# Gig Pole Lengths



## Night Wing (May 16, 2011)

I've been doing some searching on gig poles for flounder wading. I've found a place where the shortest length is an 8' gigging pole made out of anodized aluminum. It comes in a one piece or a two piece model (two 4' sections). The two piece model might come in handy since I have a kayak and would be a good pole to have since I can break it down into two pieces and paddle to a place I normally don't go since it's a good 1 mile from my truck's parking place. I then could put the two sections together and start looking for flounder. I figure it would be easier to transport too in the bed of my truck if it's a two piece model.

Below is the place I found on the internet and I think I found the place by looking over some old posts on here. The direct link to the gigging poles is below.

http://www.skinnywaterproducts.com/gig_pole.htm

For wade flounder gigging, what length pole do you use when you go wade flounder gigging? Your opinions, both pro and con, would be welcomed by me.


----------



## bowdiddly (Jan 6, 2010)

Night Wing

I bought one of the skinny water 12' poles and the 5 prong gig head and love it.

However, I think you are on the right track with the two piece.
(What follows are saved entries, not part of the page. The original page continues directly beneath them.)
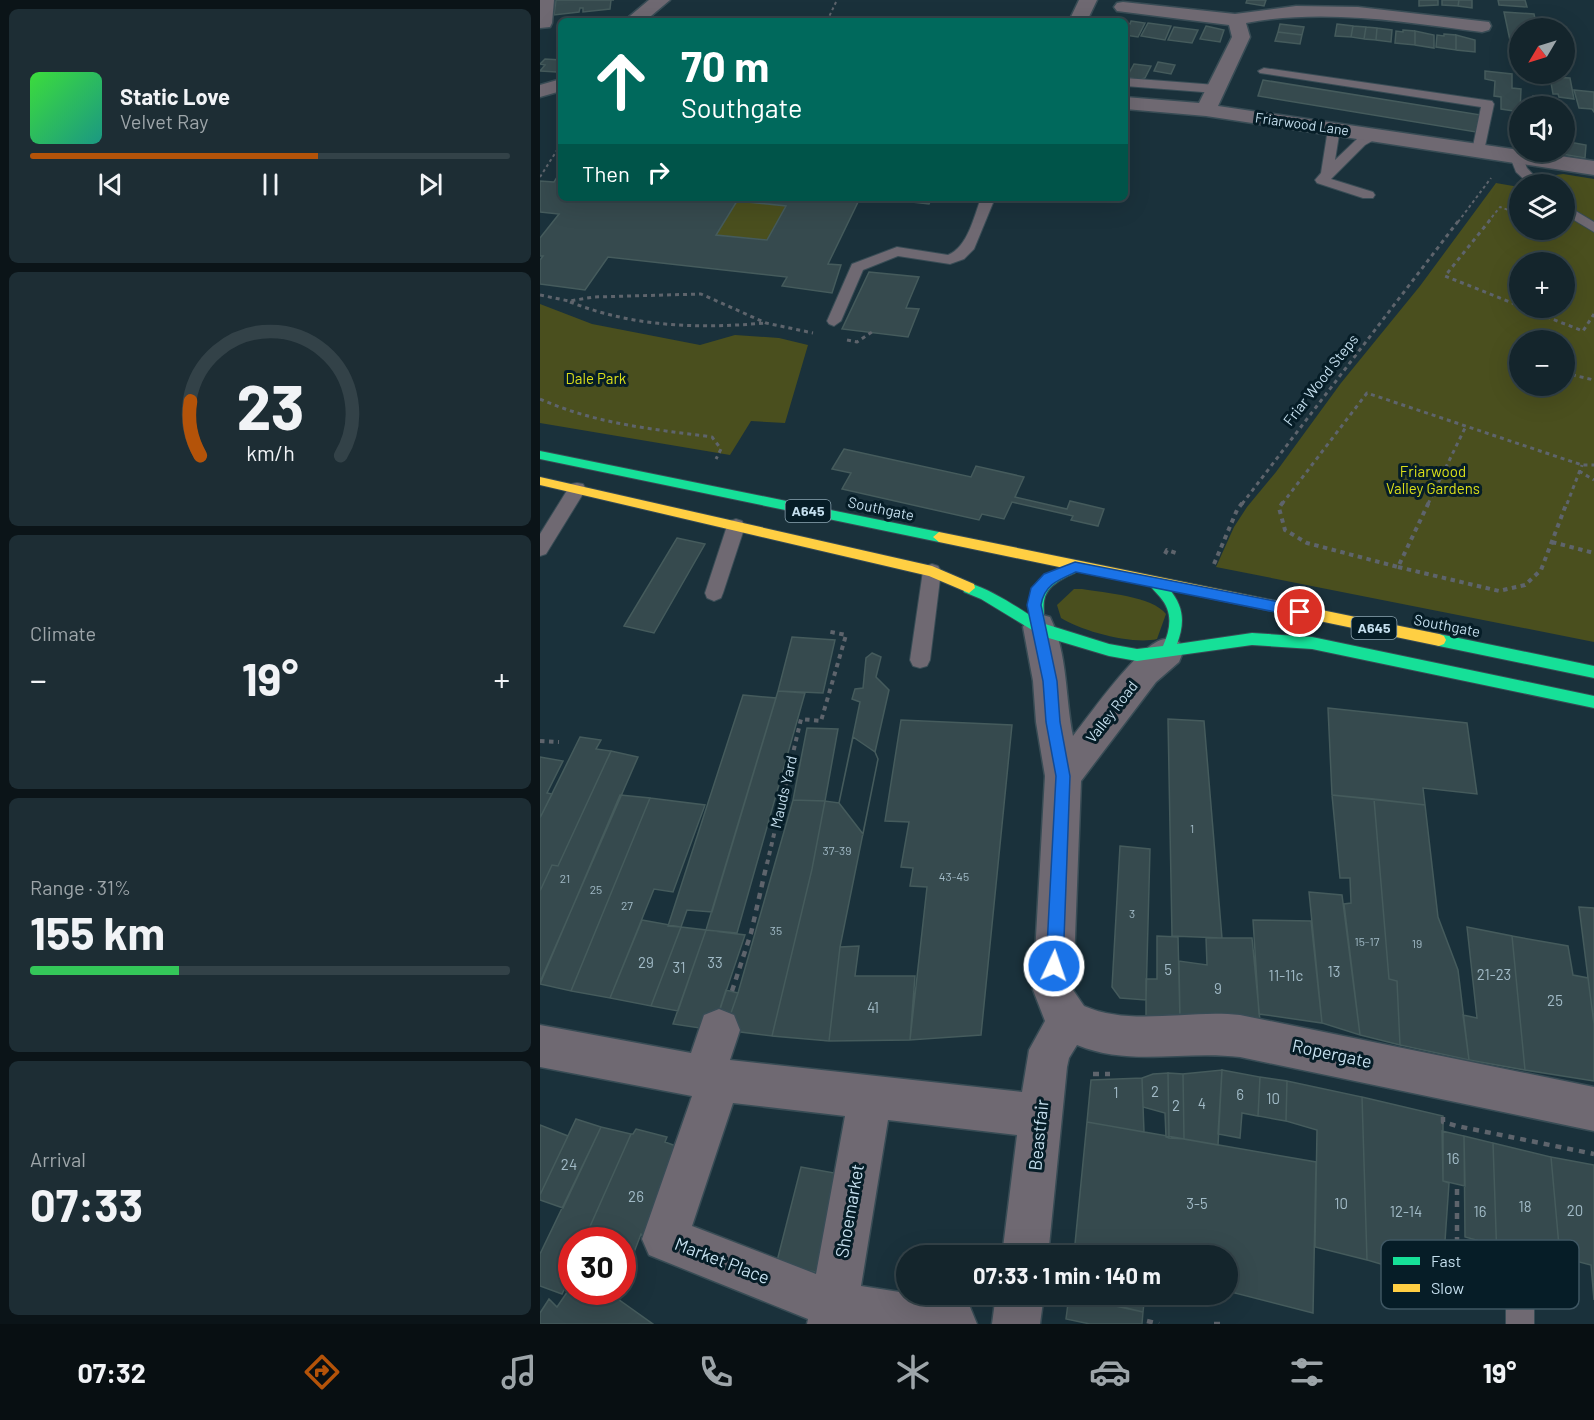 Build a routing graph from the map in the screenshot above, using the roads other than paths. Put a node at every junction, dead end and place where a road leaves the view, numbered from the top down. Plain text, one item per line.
1 (545, 0) edge
2 (661, 0) edge
3 (1088, 0) edge
4 (1480, 3) dead end
5 (1286, 6) edge
6 (1123, 7) dead end
7 (637, 18) edge
8 (1079, 18) edge
9 (1235, 20) junction
10 (543, 23) dead end
11 (1264, 71) dead end
12 (1128, 82) edge
13 (558, 86) edge
14 (1215, 89) junction
15 (540, 91) edge
16 (1128, 103) edge
17 (1206, 110) junction
18 (1334, 129) junction
19 (1377, 135) junction
20 (1478, 151) junction
21 (1509, 156) edge
22 (1551, 162) edge
23 (1594, 168) edge
24 (1325, 176) junction
25 (1312, 191) dead end
26 (1368, 195) dead end
27 (987, 201) edge
28 (1575, 215) edge
29 (1594, 228) edge
30 (834, 321) dead end
31 (540, 454) edge
32 (540, 481) edge
33 (577, 489) junction
34 (736, 526) junction
35 (540, 549) edge
36 (1075, 567) junction
37 (932, 571) junction
38 (1154, 582) junction
39 (714, 593) dead end
40 (1039, 627) junction
41 (1167, 652) junction
42 (920, 660) dead end
43 (1594, 672) edge
44 (1594, 702) edge
45 (1063, 776) junction
46 (1069, 1021) junction
47 (719, 1030) dead end
48 (540, 1046) edge
49 (712, 1079) junction
50 (870, 1098) junction
51 (1594, 1109) edge
52 (1041, 1116) junction
53 (1026, 1245) edge
54 (1019, 1305) edge
55 (832, 1314) edge
56 (953, 1324) edge
57 (1016, 1324) edge

1 - 10 street
2 - 7 street
3 - 8 street
4 - 5 street
5 - 9 street
6 - 9 street
9 - 14 street
11 - 20 lane
12 - 14 lane
13 - 15 street
14 - 17 street
16 - 17 street, Friarwood Lane
17 - 18 street, Friarwood Lane
18 - 19 street, Friarwood Lane
18 - 24 lane
19 - 20 street, Friarwood Lane
19 - 24 lane
20 - 21 street, Friarwood Lane
22 - 23 street, Friarwood Lane
24 - 25 lane
24 - 26 lane
27 - 30 lane
28 - 29 lane
31 - 36 highway, Southgate / A645
32 - 33 highway, A645
33 - 34 highway, A645
33 - 35 lane
34 - 37 highway, A645
34 - 39 lane
36 - 38 highway, Southgate / A645
36 - 40 highway
37 - 40 highway, A645
37 - 42 lane
38 - 41 highway
38 - 43 highway, Southgate / A645
40 - 41 highway, A645
40 - 45 street
41 - 44 highway, A645
41 - 45 street, Valley Road
45 - 46 street
46 - 51 street, Ropergate
46 - 52 street, Beastfair
47 - 49 street
48 - 49 street
49 - 50 street
49 - 55 street, Market Place
50 - 52 street
50 - 55 street, Shoemarket
52 - 53 street, Beastfair
54 - 57 street
55 - 56 street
I have not wade gigged in years but would think you would not want a real long one for that type of gigging.


----------



## Night Wing (May 16, 2011)

bowdiddly,

I think I'm going to call "Skinny" and ask them how their multi port head can fit both a 1/4" or 3/8" threaded rod gig head. I don't see how this is possible.


----------



## bowdiddly (Jan 6, 2010)

Mine is 3/8" so you would be right that it would not take a 1/4" threaded head. It will take various tapered socket type heads like the B&M. 
I have two B&M PK9's that I keep as backups in the boat. Although they are black iron steel and only last about one season, they sure do a number on the fish and none get off. If I could get one made of stainless it would be the ticket.


----------